The Canadian House of Bishops has issued a statement that said this:
“A continued commitment to the greatest extent possible to the three moratoria — on the blessing of same-sex unions, on the ordination to the episcopate of people in same-sex relationships and on cross-border interventions — until General Synod 2010. Members of this House, while recognizing the difficulty that this commitment represents for dioceses that in conscience have made decisions on these matters, commit themselves to continue walking together and to hold each other in prayer.”
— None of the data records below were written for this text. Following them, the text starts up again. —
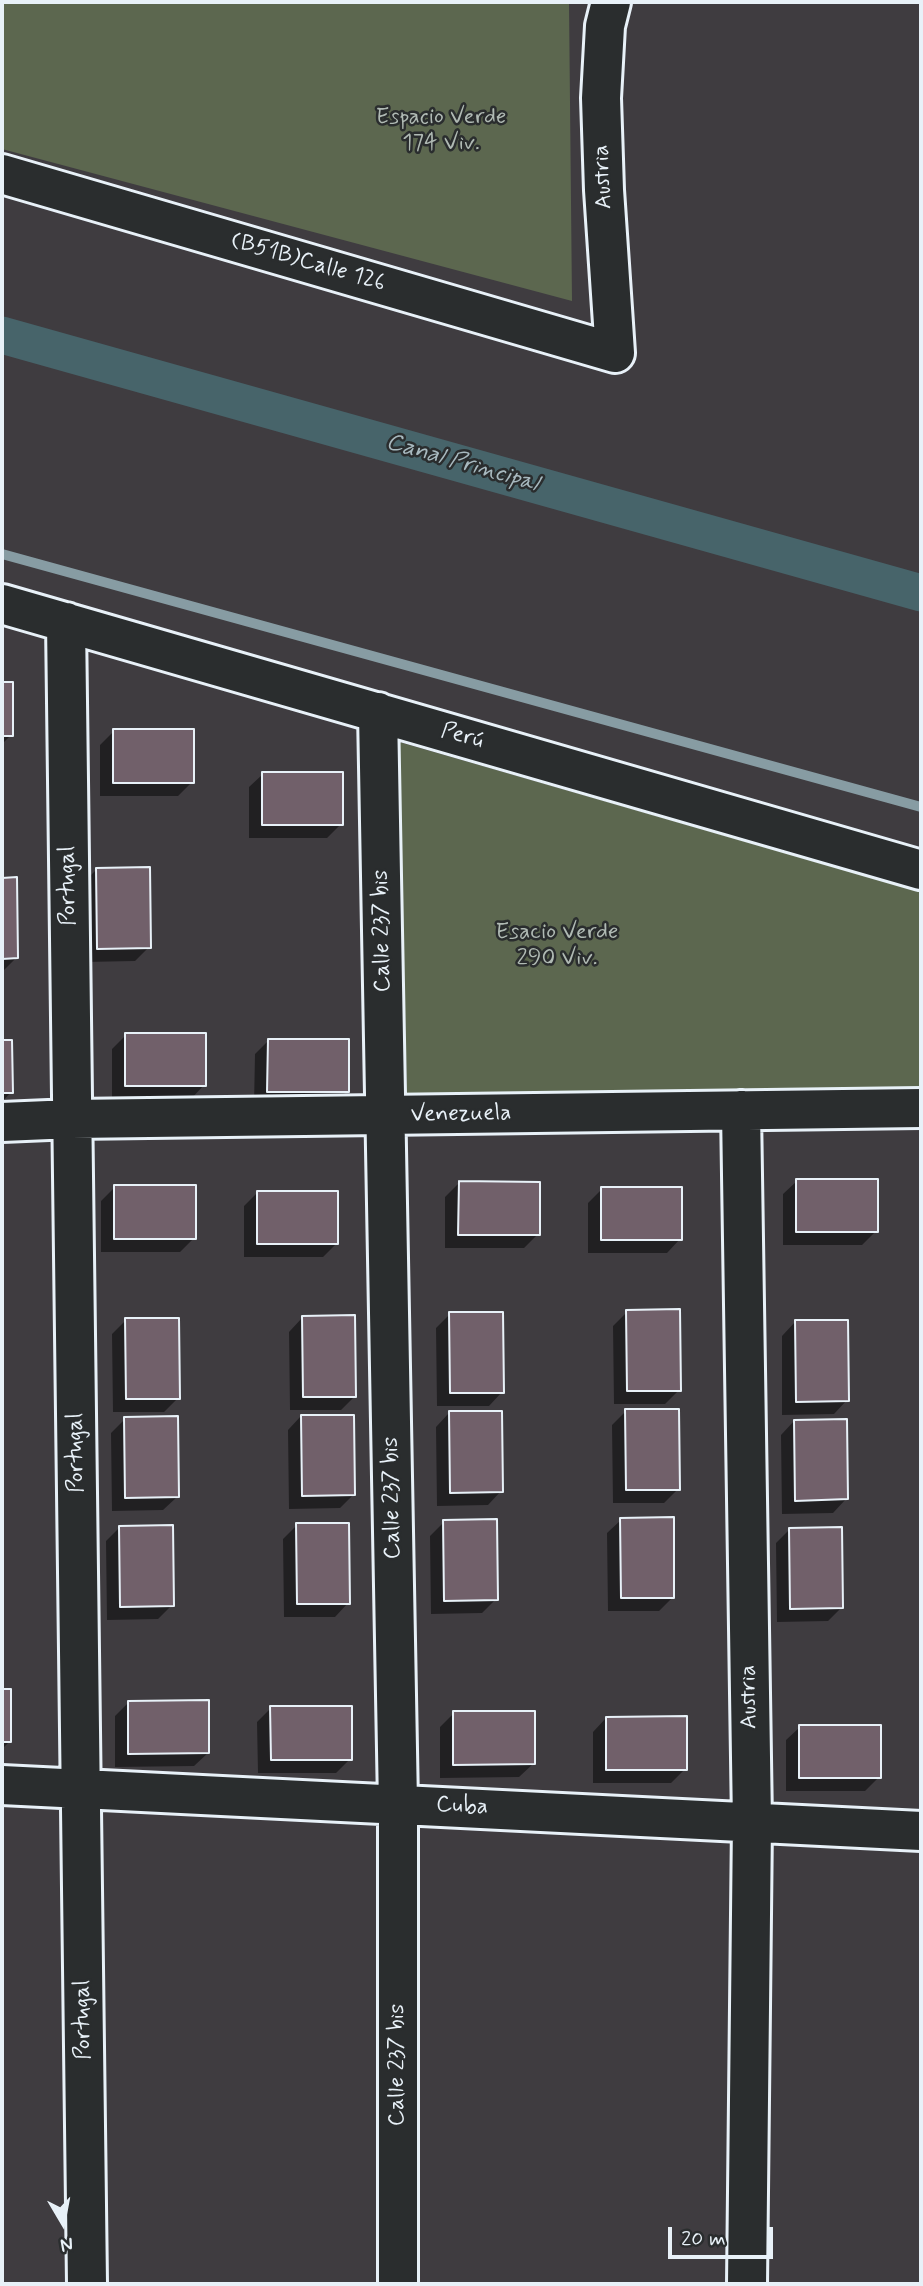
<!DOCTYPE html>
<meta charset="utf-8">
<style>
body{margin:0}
#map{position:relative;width:923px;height:2286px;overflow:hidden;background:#3f3c40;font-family:Mynerve,sans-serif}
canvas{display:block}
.frame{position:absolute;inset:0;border:4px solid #e8f1f8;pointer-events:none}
.north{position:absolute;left:28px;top:2188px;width:70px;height:70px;-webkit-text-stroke:5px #2a2d2e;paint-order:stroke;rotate:170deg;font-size:19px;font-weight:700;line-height:28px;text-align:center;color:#e8f1f8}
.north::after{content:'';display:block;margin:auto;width:24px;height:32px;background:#e8f1f8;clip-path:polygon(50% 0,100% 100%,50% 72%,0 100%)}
.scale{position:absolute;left:668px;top:2227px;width:105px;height:32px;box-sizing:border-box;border:4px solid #e8f1f8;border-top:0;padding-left:9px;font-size:21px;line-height:24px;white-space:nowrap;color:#e8f1f8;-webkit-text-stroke:5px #2a2d2e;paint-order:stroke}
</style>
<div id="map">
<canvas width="923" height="2286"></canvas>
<div class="frame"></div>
<div class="north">N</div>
<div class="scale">20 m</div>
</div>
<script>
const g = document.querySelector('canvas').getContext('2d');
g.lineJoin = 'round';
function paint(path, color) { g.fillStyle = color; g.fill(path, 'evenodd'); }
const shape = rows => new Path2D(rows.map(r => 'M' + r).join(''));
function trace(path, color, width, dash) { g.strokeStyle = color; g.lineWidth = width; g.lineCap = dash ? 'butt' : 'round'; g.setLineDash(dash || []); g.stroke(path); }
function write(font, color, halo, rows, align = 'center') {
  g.font = font + ' Mynerve,sans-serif'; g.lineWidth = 5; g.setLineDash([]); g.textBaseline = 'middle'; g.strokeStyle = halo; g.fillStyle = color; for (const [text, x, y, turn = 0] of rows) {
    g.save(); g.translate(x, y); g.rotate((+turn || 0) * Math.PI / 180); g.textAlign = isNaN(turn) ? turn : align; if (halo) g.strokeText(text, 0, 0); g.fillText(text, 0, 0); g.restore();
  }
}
const green = shape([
 [2,2,569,2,572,301,2,149],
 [399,742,921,892,921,1095,407,1100]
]);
const shadow = shape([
 [2,684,11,684,11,735,2,744],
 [114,731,192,782,178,796,100,796,100,745],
 [263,774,341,824,327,838,249,838,249,787],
 [97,869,149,947,135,961,84,962,83,883],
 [2,879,15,879,16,958,2,972],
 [126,1035,204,1085,191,1099,112,1099,112,1049],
 [2,1041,11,1041,11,1092,2,1102],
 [268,1041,347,1091,333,1105,254,1105,255,1054],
 [797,1181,876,1231,862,1245,783,1245,783,1194],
 [459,1183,538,1234,524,1248,445,1248,445,1197],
 [115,1187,194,1238,180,1252,101,1252,101,1201],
 [602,1189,680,1239,667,1253,588,1253,588,1203],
 [257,1193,336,1244,323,1257,244,1257,244,1206],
 [627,1312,679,1390,665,1404,614,1404,613,1326],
 [450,1314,502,1392,489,1406,437,1406,436,1328],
 [302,1318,355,1396,341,1410,290,1410,289,1332],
 [126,1320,178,1398,164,1412,113,1412,112,1334],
 [795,1322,847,1400,834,1414,782,1415,782,1336],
 [626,1411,678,1489,664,1503,613,1503,612,1425],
 [449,1413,501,1491,488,1505,437,1506,436,1427],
 [301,1416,354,1494,340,1508,289,1509,288,1430],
 [125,1419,177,1497,163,1510,112,1511,111,1433],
 [794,1421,846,1499,833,1513,782,1514,781,1435],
 [621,1520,673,1597,659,1611,608,1611,607,1533],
 [444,1522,496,1599,482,1613,431,1614,430,1536],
 [297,1525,348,1603,335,1617,284,1617,283,1539],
 [120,1527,172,1605,158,1619,107,1620,106,1541],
 [790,1529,842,1607,828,1621,777,1622,776,1543],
 [2,1691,10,1691,9,1742,2,1749],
 [129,1702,208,1753,194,1766,115,1767,115,1716],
 [271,1708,350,1759,336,1773,258,1773,257,1722],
 [454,1713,533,1764,519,1777,440,1778,440,1727],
 [606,1718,685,1769,671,1783,593,1783,593,1732],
 [800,1727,879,1777,865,1791,786,1791,786,1740]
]);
const stream = shape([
 [2,554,921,807]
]);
const canal = shape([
 [2,335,921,593]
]);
const building = shape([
 [2,682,13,682,13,736,2,736,2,682],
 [113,729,194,729,194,783,113,783,113,729],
 [262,772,343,772,343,825,262,825,262,772],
 [150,867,151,948,97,949,96,868,150,867],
 [17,877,18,958,2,959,2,878,17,877],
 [125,1033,206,1033,206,1086,125,1086,125,1033],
 [268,1039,349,1039,349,1092,267,1092,268,1039],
 [2,1040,12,1040,13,1093,2,1093,2,1040],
 [796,1179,878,1179,878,1232,796,1232,796,1179],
 [459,1181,540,1182,540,1235,458,1235,459,1181],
 [114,1185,196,1185,196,1239,114,1239,114,1185],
 [601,1187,682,1187,682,1240,601,1240,601,1187],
 [257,1191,338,1191,338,1244,257,1244,257,1191],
 [680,1309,681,1391,627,1391,626,1310,680,1309],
 [449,1312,503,1312,504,1393,450,1393,449,1312],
 [355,1315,356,1397,303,1397,302,1316,355,1315],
 [125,1318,179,1318,180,1399,126,1399,125,1318],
 [795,1320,848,1320,849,1401,796,1402,795,1320],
 [625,1409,679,1409,680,1490,626,1490,625,1409],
 [449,1411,502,1411,503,1492,450,1493,449,1411],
 [301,1415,354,1415,355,1495,302,1496,301,1415],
 [178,1416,179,1497,125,1498,124,1417,178,1416],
 [847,1419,848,1499,795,1501,794,1420,847,1419],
 [674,1517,674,1598,621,1598,620,1518,674,1517],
 [497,1519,498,1600,444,1601,443,1520,497,1519],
 [296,1523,349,1523,350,1604,297,1604,296,1523],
 [173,1525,174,1606,120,1607,119,1526,173,1525],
 [842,1527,843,1608,790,1609,789,1528,842,1527],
 [2,1689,11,1689,11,1742,2,1742,2,1689],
 [209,1700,209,1753,128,1754,128,1701,209,1700],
 [270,1706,352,1706,352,1760,271,1760,270,1706],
 [453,1711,535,1711,535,1764,453,1765,453,1711],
 [687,1716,687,1770,606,1770,606,1717,687,1716],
 [799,1725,881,1725,881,1778,799,1778,799,1725]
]);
const minor = shape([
 [2,174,615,353,604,190,601,98,605,26,611,2],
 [2,604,921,870],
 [66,622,87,2284],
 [378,712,398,1804,398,2284],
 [741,1110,752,1822,747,2284],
 [2,1122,72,1119,921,1108],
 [2,1785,921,1831]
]);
const parkNames = [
 ["Espacio Verde",441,118],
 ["174 Viv.",441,144],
 ["Esacio Verde",557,933],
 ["290 Viv.",557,959]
];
const streetNames = [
 ["Austria",604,177,-93],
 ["(B51B)Calle 126",308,263,16],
 ["Perú",462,737,16],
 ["Portugal",69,886,-91],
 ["Calle 237 bis",383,931,-91],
 ["Venezuela",461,1115,-1],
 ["Portugal",77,1453,-91],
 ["Calle 237 bis",393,1498,-91],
 ["Austria",750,1697,-91],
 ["Cuba",462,1807,3],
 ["Portugal",84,2020,-91],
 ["Calle 237 bis",398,2065,-90]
];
const waterNames = [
 ["Canal Principal",462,464,16]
];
paint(green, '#5c674f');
paint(shadow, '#0007');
trace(stream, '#879ca3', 10);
trace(canal, '#47646a', 37);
paint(building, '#71606a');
trace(building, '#e8f1f8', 2);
trace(minor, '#e8f1f8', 44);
trace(minor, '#2a2d2e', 38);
write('23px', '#b0bab4', '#2a2d2e', parkNames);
write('23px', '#e8f1f8', '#2a2d2e', streetNames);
write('italic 24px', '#a8b9bf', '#2a2d2e', waterNames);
</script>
A casual reading makes it appear that Canadian bishops are indeed willing to stop conducting same sex blessings; but then there is that surreptitiously inserted phrase “to the greatest extent possible”.
acknowledged that this stance allows dioceses such as Montreal and Ottawa some wiggle room to continue what their bishops have recently described as “incremental” and “experiential” steps toward same-sex blessings.
“Experiential”? Doesn’t that mean “doing it”? “Incremental” is presumably intended as a condescending pat on the head to the recalcitrant fundamentalists who, given enough time, will become enlightened like Fred; just thinking about that gives me the willies.
So what is really going on, other than the usual emissions from Freddie’s Industrial Strength Fog Machine?
It seems clear that the official HoB statement is designed as a pacifier for Rowan Williams to suck on: through it Fred is whining: “listen Rowan, I’m a good boy, I’m saying what you told me to say, please, please don’t cut me off from Lambeth.”
As usual, Fred wants to hold on prestige and power at all costs, won’t discipline his wayward bishops because he secretly agrees with them and is waffling at full throttle in an attempt to conceal what is really going on.